Oh that I didn't love my tree peony so much.

Tuesday, June 2, 2009

Hairy vs. Downy.

Hairy Woodpecker (male).

Here in Suburbia, with its scattered scraps of forest and smallish trees, the diminutive Downy Woodpecker is relatively common bird. The larger, but similar-looking Hairy Woodpecker, a bird of mature forest clearings, is much less common, so seeing one at the local park rates as a minor thrill.


Downy Woodpecker (female).

With a little experience, it is easy to tell the two species apart, by size (Hairy = 9.25 inches; Downy = 6.25 inches), and proportions, especially relative bill size. The Downy's bill is dainty, a little derringer of a weapon.


Hairy Woodpecker (male).

The Hairy, on the other hand, packs a serious beak.


Monday, June 1, 2009

The Donation

This installment follows from the previous entry, The Interview.
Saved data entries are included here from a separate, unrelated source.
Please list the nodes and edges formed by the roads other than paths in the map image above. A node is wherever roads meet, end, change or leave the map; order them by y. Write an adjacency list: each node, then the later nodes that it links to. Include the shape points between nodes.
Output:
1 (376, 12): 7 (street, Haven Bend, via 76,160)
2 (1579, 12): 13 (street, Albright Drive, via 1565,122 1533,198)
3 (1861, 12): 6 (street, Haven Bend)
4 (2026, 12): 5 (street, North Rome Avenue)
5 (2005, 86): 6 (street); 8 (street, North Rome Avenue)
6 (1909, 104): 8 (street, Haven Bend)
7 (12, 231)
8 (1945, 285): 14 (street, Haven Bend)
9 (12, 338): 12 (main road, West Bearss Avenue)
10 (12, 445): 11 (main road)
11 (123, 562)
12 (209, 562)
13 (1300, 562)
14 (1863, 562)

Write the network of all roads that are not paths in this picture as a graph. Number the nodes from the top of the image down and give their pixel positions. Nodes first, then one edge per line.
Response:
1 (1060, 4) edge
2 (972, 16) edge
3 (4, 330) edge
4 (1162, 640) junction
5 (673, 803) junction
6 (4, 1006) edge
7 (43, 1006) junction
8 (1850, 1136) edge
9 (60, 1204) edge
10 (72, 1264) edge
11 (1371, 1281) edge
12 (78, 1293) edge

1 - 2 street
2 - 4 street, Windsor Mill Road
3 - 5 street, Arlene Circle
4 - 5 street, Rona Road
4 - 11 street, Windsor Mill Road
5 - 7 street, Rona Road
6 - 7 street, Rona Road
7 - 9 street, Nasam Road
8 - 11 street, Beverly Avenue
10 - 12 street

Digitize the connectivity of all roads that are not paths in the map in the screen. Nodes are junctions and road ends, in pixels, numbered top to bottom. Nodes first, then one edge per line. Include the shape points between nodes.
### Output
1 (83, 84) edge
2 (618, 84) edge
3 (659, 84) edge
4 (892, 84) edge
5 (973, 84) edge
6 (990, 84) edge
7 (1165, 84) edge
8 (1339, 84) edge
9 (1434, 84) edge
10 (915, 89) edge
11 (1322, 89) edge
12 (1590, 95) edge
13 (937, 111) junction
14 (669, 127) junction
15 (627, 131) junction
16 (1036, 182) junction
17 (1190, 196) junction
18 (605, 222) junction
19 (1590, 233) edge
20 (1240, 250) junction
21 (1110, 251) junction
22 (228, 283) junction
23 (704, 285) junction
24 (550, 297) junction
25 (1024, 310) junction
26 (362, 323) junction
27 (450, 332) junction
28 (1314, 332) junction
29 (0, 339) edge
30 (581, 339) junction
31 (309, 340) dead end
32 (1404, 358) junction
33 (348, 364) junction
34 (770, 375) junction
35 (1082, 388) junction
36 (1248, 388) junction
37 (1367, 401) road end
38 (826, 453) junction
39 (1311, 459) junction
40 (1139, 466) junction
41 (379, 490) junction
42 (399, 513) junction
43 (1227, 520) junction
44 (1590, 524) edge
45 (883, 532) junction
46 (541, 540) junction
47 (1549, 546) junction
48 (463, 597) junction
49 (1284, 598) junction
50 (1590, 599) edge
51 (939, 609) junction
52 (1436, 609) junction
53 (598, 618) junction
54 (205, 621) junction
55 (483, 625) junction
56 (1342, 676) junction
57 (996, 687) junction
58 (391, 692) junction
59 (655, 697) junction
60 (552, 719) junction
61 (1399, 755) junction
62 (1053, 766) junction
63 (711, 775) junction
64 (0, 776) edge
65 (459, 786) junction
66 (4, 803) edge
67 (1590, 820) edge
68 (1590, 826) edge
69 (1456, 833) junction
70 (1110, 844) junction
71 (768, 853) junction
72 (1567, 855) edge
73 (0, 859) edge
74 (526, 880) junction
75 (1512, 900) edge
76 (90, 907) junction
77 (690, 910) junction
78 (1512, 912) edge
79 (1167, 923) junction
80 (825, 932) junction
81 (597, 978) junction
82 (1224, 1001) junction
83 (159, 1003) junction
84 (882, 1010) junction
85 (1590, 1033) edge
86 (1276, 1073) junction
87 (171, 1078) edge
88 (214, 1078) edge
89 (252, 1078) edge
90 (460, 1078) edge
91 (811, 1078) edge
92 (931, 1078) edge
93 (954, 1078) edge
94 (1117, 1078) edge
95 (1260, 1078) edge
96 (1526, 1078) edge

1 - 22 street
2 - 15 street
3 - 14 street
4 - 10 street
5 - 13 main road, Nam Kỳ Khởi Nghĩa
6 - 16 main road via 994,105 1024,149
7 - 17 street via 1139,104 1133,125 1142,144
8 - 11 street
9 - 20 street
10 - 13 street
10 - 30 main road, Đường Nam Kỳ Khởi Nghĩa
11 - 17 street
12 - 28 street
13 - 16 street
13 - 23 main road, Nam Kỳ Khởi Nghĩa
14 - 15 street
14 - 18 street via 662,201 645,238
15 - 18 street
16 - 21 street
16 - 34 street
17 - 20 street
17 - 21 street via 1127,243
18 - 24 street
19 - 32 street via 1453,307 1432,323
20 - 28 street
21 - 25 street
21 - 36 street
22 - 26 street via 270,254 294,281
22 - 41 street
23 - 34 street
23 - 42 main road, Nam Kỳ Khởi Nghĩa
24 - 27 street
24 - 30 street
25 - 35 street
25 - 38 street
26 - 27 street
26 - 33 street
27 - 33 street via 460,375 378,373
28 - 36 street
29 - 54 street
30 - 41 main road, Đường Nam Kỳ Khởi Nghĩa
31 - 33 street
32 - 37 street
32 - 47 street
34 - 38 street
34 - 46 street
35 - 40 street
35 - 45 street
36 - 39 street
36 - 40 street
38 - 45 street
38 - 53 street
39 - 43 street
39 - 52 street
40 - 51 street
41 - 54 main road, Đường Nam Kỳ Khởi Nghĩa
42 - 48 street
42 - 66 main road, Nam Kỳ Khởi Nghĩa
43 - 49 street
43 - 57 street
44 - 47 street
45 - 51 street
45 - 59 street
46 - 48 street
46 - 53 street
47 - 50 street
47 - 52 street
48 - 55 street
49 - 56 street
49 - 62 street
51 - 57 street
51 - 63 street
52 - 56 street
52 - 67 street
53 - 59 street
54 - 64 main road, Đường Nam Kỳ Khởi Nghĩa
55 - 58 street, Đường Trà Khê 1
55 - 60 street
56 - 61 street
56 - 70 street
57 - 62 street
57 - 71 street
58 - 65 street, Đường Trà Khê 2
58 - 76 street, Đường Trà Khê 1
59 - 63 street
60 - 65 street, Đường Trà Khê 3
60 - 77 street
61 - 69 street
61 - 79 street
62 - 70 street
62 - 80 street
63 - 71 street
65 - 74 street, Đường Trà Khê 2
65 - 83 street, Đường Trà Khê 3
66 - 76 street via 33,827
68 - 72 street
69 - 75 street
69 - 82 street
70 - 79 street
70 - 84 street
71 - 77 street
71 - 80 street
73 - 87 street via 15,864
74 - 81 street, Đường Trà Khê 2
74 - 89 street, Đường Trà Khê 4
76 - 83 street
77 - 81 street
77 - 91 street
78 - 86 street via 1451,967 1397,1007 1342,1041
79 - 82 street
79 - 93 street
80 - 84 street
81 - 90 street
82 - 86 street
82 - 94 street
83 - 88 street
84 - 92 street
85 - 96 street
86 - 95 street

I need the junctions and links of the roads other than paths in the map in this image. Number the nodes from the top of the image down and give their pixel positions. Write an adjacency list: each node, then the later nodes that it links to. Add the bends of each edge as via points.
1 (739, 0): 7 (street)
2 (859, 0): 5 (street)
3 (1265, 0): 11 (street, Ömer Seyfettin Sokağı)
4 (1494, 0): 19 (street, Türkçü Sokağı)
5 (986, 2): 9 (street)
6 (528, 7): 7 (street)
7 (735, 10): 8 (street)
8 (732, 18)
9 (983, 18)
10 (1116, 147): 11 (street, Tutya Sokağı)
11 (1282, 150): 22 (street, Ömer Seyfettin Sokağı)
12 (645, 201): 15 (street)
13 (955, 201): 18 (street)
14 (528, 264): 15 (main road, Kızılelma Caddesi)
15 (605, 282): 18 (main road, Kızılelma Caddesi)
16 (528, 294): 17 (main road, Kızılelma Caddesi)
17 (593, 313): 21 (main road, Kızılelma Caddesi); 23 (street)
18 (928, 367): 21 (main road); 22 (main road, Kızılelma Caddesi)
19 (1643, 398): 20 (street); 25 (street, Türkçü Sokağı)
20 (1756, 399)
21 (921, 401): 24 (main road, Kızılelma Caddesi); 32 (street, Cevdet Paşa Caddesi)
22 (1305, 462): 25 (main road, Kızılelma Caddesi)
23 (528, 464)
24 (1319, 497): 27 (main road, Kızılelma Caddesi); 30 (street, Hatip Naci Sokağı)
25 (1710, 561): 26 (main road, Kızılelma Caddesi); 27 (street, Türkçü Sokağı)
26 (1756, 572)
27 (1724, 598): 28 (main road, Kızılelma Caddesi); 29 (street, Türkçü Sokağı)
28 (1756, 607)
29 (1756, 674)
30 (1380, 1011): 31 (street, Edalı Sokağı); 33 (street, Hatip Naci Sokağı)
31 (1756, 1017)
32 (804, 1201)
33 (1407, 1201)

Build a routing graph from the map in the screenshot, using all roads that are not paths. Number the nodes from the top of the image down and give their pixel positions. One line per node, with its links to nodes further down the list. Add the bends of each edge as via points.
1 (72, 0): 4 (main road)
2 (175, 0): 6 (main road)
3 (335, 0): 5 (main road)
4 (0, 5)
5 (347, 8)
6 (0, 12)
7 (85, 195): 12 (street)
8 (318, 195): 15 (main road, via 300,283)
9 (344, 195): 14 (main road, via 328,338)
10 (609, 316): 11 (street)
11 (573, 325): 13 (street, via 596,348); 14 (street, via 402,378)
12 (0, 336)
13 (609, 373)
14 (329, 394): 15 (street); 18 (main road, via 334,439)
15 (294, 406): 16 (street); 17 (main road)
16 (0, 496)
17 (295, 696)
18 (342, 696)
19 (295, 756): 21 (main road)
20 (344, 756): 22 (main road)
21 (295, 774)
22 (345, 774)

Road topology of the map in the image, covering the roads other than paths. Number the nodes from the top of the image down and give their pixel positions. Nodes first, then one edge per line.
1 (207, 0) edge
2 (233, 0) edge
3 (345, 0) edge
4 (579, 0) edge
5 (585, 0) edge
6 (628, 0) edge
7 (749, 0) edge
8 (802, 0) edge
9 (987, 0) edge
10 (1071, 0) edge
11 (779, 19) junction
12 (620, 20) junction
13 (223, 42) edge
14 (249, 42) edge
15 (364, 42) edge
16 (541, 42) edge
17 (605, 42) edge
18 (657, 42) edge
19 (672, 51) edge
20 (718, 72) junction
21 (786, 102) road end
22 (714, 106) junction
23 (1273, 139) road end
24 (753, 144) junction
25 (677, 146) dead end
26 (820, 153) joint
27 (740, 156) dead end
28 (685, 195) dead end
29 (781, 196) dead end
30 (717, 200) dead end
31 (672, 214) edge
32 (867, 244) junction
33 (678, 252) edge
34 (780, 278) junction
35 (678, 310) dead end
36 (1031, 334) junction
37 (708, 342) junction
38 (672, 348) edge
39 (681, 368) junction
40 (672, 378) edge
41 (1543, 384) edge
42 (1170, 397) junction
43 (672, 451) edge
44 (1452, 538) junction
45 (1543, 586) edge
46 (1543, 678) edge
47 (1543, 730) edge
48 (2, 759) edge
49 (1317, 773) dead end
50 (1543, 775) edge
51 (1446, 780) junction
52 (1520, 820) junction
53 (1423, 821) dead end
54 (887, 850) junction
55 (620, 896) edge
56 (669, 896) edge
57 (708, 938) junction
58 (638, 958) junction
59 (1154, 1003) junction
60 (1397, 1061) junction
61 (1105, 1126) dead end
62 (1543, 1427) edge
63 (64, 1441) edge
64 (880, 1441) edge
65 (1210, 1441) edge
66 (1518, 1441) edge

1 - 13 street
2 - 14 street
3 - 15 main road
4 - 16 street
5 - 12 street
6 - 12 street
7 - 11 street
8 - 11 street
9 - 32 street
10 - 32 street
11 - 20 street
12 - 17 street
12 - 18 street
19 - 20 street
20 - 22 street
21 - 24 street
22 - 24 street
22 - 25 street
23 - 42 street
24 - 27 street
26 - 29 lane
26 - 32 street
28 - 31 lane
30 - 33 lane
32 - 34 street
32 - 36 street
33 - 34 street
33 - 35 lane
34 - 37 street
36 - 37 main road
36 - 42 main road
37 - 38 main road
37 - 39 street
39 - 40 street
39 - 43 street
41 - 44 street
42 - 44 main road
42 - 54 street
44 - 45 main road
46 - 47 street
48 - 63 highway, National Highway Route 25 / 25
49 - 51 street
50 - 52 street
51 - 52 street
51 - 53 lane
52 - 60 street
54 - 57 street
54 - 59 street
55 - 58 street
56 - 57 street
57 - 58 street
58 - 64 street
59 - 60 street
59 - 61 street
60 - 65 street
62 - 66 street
The interpreter was on counter duty in the dim, windowless, nature house. It was a warm spring Saturday, which made the interpreter wonder why people kept coming in, interrupting his research. The visitors seemed particularly captivated by the empty, former lamprey tank with its misleading bubbler. This one source of motion tended to delay their inevitable exit as they finished a circuit of the room: the stuffed bird cabinet, the forest diorama, the broken animal sound game, the feely box, the nests display, the beaver lodge model, the empty lamprey tank. As soon as one group finally left, another entered, as if someone outside were orchestrating this, to keep the interpreter from making much progress. The interpreter was tempted to lock the door. Certainly he could unplug the bubbler.

Using the front counter computer, he was trying to find out all he could about dog-sized salamanders of the family Cryptobranchidae. He had found one decent image of a skull from an Asian species. The interview bone matched; it was the left side of the skull of one of these beasts. If the bone had been found in British Columbia, this was very significant. A second tantalizing piece of information: there were recorded sightings of giant salamanders in BC, ignored by science but cherished by those identifying themselves as cryptozoologists—fans of the possibilities of Nessie, Sasquatch, Ogopogo, and many others. It had been, in fact, one of these people who, in this very nature house, first alerted the interpreter to the legend of the Black Alligators of British Columbia.

“What do you know of the Black Alligators?” a skinny, bearded man had asked him.

“What?” the interpreter replied.

After this interaction the interpreter read about them. There were web pages documenting sightings going back a century. They existed in aboriginal lore. The best guesses of best-informed cryptozoologists placed them as cryptobranchid salamanders, but at least twice the size of the already startlingly large Asian species. The interpreter committed the descriptions of the sightings to memory. These came flooding back at the previous week’s job interview when he had been presented with the mystery bone. He knew what it was, and that if it had been found in British Columbia, it meant they were real. Finding a live one would cause a minor zoological earthquake. What if he were the one to find it? For that, he would be able to forgive the cow.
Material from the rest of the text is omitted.